Everett diz que o H. erectus teria sido incapaz de fazer a mesma gama de sons que nós fazemos, porque lhes faltava uma versão de um gene necessário para a fala e para o desenvolvimento da linguagem – conhecimento como FOXP2 – encontrado em humanos modernos e em Neandertais, apesar de não ser claro se Neandertais possuíam linguagem. Mas ele defende que só dois sons já são suficientes para a linguagem, e que é provável que o H. erectus pudesse fazer mais do que isso.
“Eles tinham o que era preciso para inventar a linguagem – e a linguagem não é tão exigente quanto muitos linguistas têm nos levado a acreditar. Se você tem símbolos em uma ordem linear, então você tem uma gramática”, diz Everett. “O Homo erectus falou e inventou o Ford Modelo T da linguagem. Nós falamos com a forma de um Tesla, mas a forma de Ford Modelo T que ele possuía não era uma ‘proto-linguagem’, e sim uma linguagem real”.
“Todos falam sobre o Homo erectus como uma estúpida criatura semelhante a um primata, o que, claro, nos descreve muito bem, mas o que eu quero enfatizar é que o Erectus já foi a criatura mais inteligente que andou sobre a Terra”, diz ele.
A teoria recebeu diversas reações dos demais. Kevin Laland, professor de biologia comportamental e evolucionária na Universidade de St. Andrews, disse que concorda com Everett. “A coisa importante de se reconhecer é que a linguagem não aparece com sua forma moderna de uma só vez, mas que gradualmente evolui de uma ‘proto-cultura’ contemplando apenas um punhado de palavras, com pouca estrutura gramatical. Certamente, é altamente plausível que o Homo erectus tivesse uma capacidade ‘proto-linguística’”, diz ele, acrescentando que o trabalho de sua própria equipe indicou que isso era possível. “Nosso experimento sugere que teria sido muito difícil saber como manufaturar as acheulenses ferramentas de pedra do Homo erectus de modo a se difundirem sem que houvesse uma forma simples de linguagem. O estudo também demonstrou que a fabricação de ferramentas de pedra teria criado uma pressão seletiva que favoreceria a melhoria das capacidades linguísticas”, diz ele.
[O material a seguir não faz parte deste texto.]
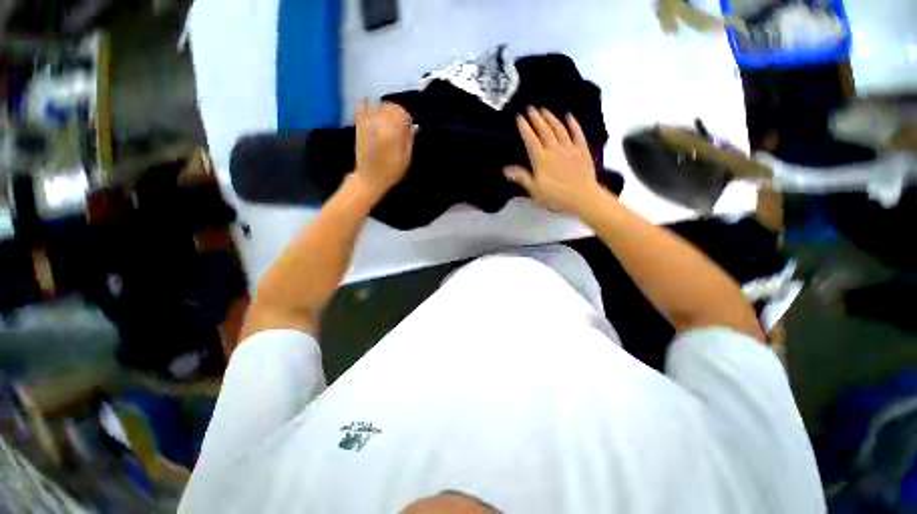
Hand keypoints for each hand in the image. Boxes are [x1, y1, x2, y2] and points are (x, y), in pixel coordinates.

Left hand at [354, 99, 417, 195]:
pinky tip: (377, 119)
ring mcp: (367, 123)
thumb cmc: (391, 171)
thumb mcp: (406, 158)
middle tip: (400, 124)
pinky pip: (366, 110)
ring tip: (389, 123)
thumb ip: (409, 139)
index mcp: (391, 132)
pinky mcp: (359, 126)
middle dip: (397, 113)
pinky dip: (372, 110)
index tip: (409, 126)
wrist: (369, 178)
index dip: (407, 117)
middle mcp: (378, 124)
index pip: (401, 112)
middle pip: (390, 106)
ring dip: (386, 111)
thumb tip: (414, 126)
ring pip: (378, 106)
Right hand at [504, 108, 601, 214]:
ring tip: (544, 110)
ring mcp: (569, 148)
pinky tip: (569, 116)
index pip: (530, 140)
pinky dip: (573, 124)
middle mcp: (554, 149)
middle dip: (536, 118)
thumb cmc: (555, 196)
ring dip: (551, 118)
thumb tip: (506, 169)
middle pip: (544, 131)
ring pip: (559, 129)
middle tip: (530, 108)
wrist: (582, 197)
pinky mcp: (582, 150)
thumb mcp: (534, 190)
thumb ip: (522, 177)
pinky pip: (577, 134)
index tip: (519, 117)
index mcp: (541, 159)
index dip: (524, 128)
Mas outros dizem que há pouca evidência de que o H. erectus foi um marinheiro sofisticado, e menos ainda de que tinha uma linguagem. “Eu não aceito que, por exemplo, o [Homo] erectus deve ter usado barcos para chegar à Flores”, diz Chris Stringer, chefe de origens humanas no Museu de História Natural em Londres.
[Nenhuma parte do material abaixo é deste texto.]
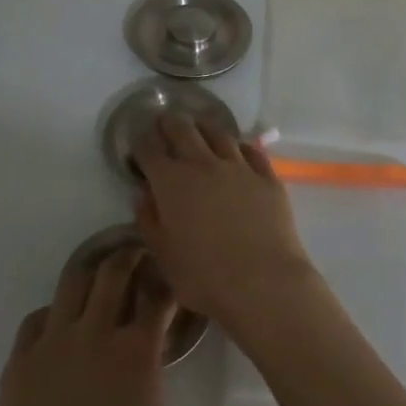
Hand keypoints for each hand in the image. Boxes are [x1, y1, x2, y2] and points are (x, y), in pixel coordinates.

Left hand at [0, 247, 174, 405]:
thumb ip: (149, 369)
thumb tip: (146, 343)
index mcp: (134, 351)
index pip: (156, 296)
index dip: (164, 281)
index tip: (167, 274)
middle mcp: (94, 332)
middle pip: (112, 272)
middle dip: (128, 257)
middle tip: (135, 257)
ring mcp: (52, 341)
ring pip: (73, 282)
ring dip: (91, 273)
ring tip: (99, 277)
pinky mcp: (20, 357)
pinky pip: (39, 318)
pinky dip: (55, 315)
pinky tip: (60, 328)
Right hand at [132, 115, 320, 332]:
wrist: (263, 283)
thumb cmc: (204, 276)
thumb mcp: (163, 254)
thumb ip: (149, 220)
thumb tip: (145, 194)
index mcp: (171, 182)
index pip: (149, 148)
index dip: (140, 140)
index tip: (138, 139)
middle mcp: (203, 164)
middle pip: (183, 129)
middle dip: (169, 123)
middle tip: (165, 122)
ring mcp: (239, 167)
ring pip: (218, 133)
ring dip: (204, 127)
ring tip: (199, 127)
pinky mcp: (267, 177)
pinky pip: (252, 151)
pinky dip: (239, 146)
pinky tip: (238, 149)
Dito isso, Stringer reconhece que o Homo heidelbergensis, um outro aparentado nosso que viveu entre 700.000 e 300.000 anos atrás, pode ter sido capaz de algum tipo de conversação. “Eu acho que o [Homo] heidelbergensis tinha uma vida complexa o suficiente para requirir a fala, embora não ao nível da linguagem dos humanos modernos. Quanto ao [Homo] erectus, não tenho tanta certeza”, diz Stringer, acrescentando que a capacidade do H. erectus de fazer e utilizar ferramentas não é, como alguns têm defendido, uma evidência convincente. “Chimpanzés e corvos fazem e utilizam ferramentas sem nenhum tipo de linguagem humana”, diz ele.